WHEN Samraa Luqman voted for Donald Trump in November, she believed that, even if there were a one-percent chance that the former president would push for a ceasefire in Gaza, he would be a better option than the Democrats who had failed to stop the war.
Trump ultimately won that race and is slated to re-enter the White House on Monday. And in the lead-up to his inauguration, Israel and the Palestinian group Hamas have agreed to pause hostilities in Gaza, where more than 46,700 Palestinians have been killed in the last 15 months.
But Luqman says she doesn’t feel vindicated, even though Trump has claimed credit for pushing the ceasefire deal over the line.
Instead, she’s outraged at outgoing United States President Joe Biden for failing to finalise the agreement months earlier.
“I’m just even more angry because Trump, who is not even in office, did a little arm-twisting, and the ceasefire agreement was done right away,” Luqman told Al Jazeera. “This could have happened sooner. It’s so sad, all those extra lives lost.”

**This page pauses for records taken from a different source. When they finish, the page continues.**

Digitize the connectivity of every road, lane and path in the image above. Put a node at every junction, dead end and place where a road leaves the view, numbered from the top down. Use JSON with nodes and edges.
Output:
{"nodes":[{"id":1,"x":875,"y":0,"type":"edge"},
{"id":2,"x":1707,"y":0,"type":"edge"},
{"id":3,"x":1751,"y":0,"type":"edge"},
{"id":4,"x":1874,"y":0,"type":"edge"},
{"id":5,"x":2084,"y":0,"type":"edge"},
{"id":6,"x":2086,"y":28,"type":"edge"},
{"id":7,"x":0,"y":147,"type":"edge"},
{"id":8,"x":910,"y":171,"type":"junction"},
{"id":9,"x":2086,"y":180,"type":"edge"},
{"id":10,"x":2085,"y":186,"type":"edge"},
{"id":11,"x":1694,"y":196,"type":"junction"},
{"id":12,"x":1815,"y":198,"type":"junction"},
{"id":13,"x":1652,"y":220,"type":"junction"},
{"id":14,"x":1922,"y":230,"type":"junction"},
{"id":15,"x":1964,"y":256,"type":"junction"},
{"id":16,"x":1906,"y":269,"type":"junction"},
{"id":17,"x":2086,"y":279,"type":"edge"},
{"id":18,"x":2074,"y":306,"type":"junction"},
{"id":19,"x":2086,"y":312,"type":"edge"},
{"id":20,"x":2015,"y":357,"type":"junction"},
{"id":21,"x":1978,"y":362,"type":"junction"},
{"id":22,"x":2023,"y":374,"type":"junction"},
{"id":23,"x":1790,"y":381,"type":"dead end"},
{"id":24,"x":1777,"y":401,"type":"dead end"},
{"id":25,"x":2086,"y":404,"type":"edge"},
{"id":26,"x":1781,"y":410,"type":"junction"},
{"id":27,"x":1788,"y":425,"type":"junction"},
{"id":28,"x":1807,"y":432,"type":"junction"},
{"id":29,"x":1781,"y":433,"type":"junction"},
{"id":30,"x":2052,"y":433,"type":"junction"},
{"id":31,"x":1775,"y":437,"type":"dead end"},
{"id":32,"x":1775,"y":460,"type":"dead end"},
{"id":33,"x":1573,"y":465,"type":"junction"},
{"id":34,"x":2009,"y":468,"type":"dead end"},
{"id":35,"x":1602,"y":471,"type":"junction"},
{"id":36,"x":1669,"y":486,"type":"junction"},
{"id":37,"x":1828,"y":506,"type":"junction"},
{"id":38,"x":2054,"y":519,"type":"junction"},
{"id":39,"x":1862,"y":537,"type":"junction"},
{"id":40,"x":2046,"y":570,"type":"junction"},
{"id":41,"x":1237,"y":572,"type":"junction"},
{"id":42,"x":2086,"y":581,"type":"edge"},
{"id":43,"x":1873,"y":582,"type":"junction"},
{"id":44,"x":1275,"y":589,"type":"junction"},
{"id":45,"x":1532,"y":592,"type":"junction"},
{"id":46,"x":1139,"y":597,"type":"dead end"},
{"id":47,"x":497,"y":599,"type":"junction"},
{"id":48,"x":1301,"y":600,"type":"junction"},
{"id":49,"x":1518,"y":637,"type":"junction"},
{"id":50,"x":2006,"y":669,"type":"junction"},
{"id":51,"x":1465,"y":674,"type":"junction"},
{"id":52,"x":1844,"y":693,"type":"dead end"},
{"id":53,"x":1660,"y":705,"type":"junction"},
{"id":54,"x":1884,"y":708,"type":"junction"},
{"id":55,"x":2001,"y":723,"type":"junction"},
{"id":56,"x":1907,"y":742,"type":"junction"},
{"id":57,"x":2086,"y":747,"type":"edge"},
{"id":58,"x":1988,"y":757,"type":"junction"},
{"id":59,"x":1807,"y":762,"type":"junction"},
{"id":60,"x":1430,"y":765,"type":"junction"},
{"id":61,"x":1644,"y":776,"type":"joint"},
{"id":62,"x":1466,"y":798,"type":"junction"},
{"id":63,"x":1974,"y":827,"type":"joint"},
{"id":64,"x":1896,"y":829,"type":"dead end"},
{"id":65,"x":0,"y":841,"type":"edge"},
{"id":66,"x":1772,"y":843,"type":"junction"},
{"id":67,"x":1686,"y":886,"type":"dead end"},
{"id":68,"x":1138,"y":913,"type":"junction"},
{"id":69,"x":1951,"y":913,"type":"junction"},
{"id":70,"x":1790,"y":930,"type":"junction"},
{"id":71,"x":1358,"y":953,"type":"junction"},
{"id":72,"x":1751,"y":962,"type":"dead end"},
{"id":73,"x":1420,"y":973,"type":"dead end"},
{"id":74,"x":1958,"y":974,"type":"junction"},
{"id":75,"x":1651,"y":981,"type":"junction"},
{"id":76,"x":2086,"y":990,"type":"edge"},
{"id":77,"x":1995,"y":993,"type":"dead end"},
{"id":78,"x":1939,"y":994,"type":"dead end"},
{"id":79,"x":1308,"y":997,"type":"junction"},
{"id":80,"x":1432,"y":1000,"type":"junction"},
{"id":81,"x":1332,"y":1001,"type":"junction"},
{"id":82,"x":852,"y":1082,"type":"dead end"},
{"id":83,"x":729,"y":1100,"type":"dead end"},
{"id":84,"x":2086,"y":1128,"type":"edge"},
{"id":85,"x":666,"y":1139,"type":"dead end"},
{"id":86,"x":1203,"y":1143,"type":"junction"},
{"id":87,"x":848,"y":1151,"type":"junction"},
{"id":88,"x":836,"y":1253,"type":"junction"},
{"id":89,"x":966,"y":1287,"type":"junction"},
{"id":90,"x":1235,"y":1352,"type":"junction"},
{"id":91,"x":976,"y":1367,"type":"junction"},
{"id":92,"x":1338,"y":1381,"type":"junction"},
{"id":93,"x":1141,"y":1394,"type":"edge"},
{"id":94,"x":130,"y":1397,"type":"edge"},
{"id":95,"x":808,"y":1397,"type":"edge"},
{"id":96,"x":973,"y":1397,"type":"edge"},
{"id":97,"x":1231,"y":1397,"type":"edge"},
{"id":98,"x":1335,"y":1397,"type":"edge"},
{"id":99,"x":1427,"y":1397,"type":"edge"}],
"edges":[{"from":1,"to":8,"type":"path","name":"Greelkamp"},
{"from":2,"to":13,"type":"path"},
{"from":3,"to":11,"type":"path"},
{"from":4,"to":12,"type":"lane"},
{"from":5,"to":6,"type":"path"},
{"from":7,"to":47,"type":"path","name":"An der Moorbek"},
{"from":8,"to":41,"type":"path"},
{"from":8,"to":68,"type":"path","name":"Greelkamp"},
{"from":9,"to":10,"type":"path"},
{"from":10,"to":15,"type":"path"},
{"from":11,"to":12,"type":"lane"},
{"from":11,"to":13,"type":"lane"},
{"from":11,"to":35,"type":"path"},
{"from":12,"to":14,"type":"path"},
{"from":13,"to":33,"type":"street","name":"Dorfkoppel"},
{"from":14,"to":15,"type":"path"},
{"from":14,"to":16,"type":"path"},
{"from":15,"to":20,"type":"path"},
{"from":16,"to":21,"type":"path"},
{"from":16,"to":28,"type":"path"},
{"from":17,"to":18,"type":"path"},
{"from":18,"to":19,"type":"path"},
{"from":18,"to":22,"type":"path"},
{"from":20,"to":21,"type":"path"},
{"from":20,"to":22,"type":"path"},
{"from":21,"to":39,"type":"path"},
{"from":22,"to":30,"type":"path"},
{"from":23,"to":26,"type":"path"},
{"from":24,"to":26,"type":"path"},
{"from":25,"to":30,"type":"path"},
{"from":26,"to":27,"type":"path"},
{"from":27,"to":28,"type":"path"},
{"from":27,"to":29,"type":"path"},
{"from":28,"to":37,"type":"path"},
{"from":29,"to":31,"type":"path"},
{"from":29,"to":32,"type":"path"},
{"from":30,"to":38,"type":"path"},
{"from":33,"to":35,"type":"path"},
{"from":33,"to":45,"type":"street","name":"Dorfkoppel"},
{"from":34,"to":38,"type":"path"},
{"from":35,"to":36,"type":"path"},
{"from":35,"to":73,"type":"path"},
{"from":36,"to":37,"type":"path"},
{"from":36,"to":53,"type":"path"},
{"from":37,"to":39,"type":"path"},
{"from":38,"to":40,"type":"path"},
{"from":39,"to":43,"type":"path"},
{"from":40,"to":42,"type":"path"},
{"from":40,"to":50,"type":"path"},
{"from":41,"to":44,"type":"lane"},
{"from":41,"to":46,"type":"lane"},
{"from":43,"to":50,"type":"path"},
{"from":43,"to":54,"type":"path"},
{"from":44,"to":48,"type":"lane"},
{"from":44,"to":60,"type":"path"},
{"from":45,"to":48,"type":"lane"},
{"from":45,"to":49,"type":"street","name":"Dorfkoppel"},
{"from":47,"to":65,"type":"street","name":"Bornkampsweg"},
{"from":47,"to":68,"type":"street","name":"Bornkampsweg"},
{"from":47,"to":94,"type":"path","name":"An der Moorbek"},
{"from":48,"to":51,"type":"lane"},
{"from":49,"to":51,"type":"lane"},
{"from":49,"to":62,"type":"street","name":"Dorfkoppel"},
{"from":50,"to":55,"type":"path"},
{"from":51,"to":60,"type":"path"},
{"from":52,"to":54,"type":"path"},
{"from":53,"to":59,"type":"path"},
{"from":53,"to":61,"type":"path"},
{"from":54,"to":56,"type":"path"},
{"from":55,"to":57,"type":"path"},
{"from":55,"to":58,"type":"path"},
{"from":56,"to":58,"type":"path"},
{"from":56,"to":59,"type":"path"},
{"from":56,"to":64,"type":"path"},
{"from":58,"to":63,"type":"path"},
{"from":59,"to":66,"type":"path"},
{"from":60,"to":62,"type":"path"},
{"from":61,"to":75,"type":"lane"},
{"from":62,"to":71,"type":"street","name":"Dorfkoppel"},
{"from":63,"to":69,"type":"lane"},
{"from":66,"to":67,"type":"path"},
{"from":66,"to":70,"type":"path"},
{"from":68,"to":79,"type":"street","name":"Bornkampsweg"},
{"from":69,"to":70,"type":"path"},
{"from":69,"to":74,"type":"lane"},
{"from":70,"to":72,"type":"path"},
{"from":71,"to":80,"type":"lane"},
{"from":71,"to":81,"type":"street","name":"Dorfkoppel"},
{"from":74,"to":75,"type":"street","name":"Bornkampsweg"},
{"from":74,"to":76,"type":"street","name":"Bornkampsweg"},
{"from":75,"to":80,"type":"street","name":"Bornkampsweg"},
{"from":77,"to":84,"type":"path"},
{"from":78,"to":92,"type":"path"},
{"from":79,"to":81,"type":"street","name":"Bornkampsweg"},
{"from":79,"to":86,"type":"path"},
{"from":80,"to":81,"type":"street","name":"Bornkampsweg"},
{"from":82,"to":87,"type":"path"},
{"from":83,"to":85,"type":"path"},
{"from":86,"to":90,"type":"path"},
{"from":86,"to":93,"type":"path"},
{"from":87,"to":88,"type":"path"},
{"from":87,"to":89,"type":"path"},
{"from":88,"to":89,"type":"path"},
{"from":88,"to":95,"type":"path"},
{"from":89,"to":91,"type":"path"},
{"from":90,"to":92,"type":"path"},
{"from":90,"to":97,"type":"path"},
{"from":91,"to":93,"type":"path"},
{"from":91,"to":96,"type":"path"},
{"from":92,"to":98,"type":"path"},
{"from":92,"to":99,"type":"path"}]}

She added that the way the agreement was reached “solidified Biden’s legacy as Genocide Joe”, a nickname that links the Democratic leader to the Israeli abuses in Gaza.
After overwhelmingly backing Democrats in previous elections, many Arab American voters turned against the party and its candidate, Vice President Kamala Harris, in November’s race because of their support for Israel’s war.
While many Arab voters say it is too early to celebrate the fragile ceasefire agreement, they stress that Trump’s intervention shows that they were right to abandon Harris.
The shift in Arab American voting preferences was especially apparent in the swing state of Michigan.
In predominantly Arab neighbourhoods on the east side of the Detroit suburb of Dearborn, Harris received less than 20 percent of the votes. The majority of residents either cast their ballots for Trump or Green Party candidate Jill Stein.
While Harris argued that she and Biden had been working “tirelessly” to achieve a ceasefire in Gaza, the vice president also pledged to continue arming Israel without any conditions.
The Biden administration also vetoed four United Nations Security Council resolutions that would have called for a ceasefire in Gaza.